As 2011 inches to a close, the issue of establishing a trust to avoid estate tax issues, continues to be ignored by most Millionaires. Granted, the truly horrific tax consequences have been delayed for at least another year, but Millionaires, those with at least $ 1 million of net worth will need to start planning soon.

Currently the federal estate tax exemption is set at $5 million and the estate tax rate is set for 35 percent for the 2010 and 2011 tax years. In fact, the exemption actually increases to $5, 120,000 on January 1, 2012. On January 1, 2013, however, the tax rate and the exemption revert back to the numbers that were in effect in 2002. That means the exemption is $1,000,000 and the estate tax rate is 55 percent.
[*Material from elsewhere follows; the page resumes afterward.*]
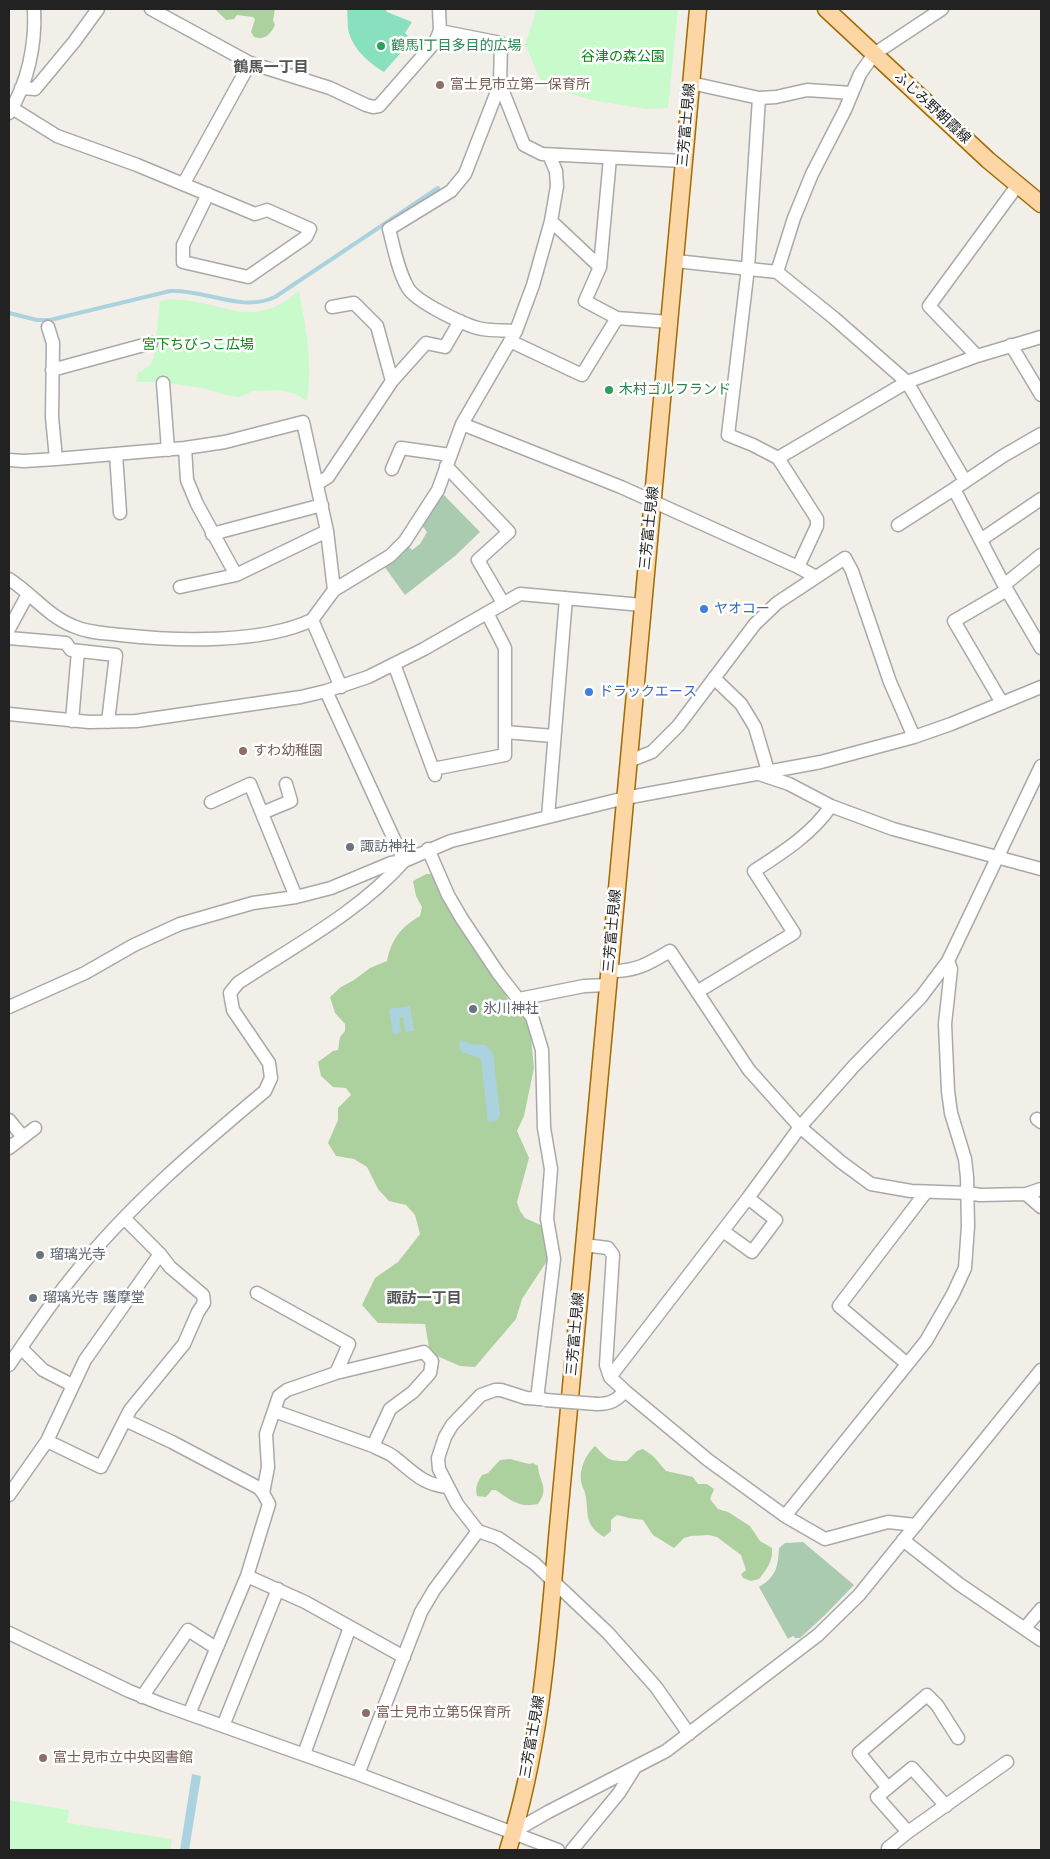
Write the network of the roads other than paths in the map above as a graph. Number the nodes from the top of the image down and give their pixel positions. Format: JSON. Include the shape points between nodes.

Currently only 31 percent of Millionaires have assets held in trust, according to recent research conducted by Millionaire Corner with Millionaires in late 2011. Of those Millionaires who have a trust, 90 percent act as the Trustee of the trust and only 10 percent have an outside or corporate trustee. Forty one percent use their attorney as their advisor while 27 percent use a bank trust department.
Why do Millionaires avoid this difficult issue? Well, the tax exemption has allowed Millionaires to ignore the issue, especially if they did not feel the would exceed the $5 million exemption amount. Secondly, many individuals hate to lose control over their assets and do not understand that as grantor, they can retain control depending upon how the trust is structured and whether they choose to act as trustee. Finally, confronting one's own mortality, as well as making difficult choices regarding one's family, are actions most individuals choose to avoid as long as possible.
Whether you fit within the gray zone of estate planning or have friends or family members that need to deal with this issue, now is the time to start planning. Many attorneys and accountants will acknowledge that they don't really know what type of advice to recommend because of the uncertainty of the tax situation, but ignoring the problem could lead to larger future issues.
The fate of the estate tax is unclear. While House Republicans will probably favor abolishing the tax, Democrats have seemed to support a $3,500,000 exemption and a 45 percent tax rate in past bills. Congress could allow the legislation to sunset and return to the 2002 rates or they could extend the current agreement indefinitely. They could actually come to agreement on a different strategy (doubtful). Keep your eyes and ears ready in late 2012 as a new agreement, whatever it may be, will come into being.
And while Millionaires may have avoided establishing a trust, 89 percent have a will in place. So while their estate planning may be incomplete, they have definitely addressed the issue.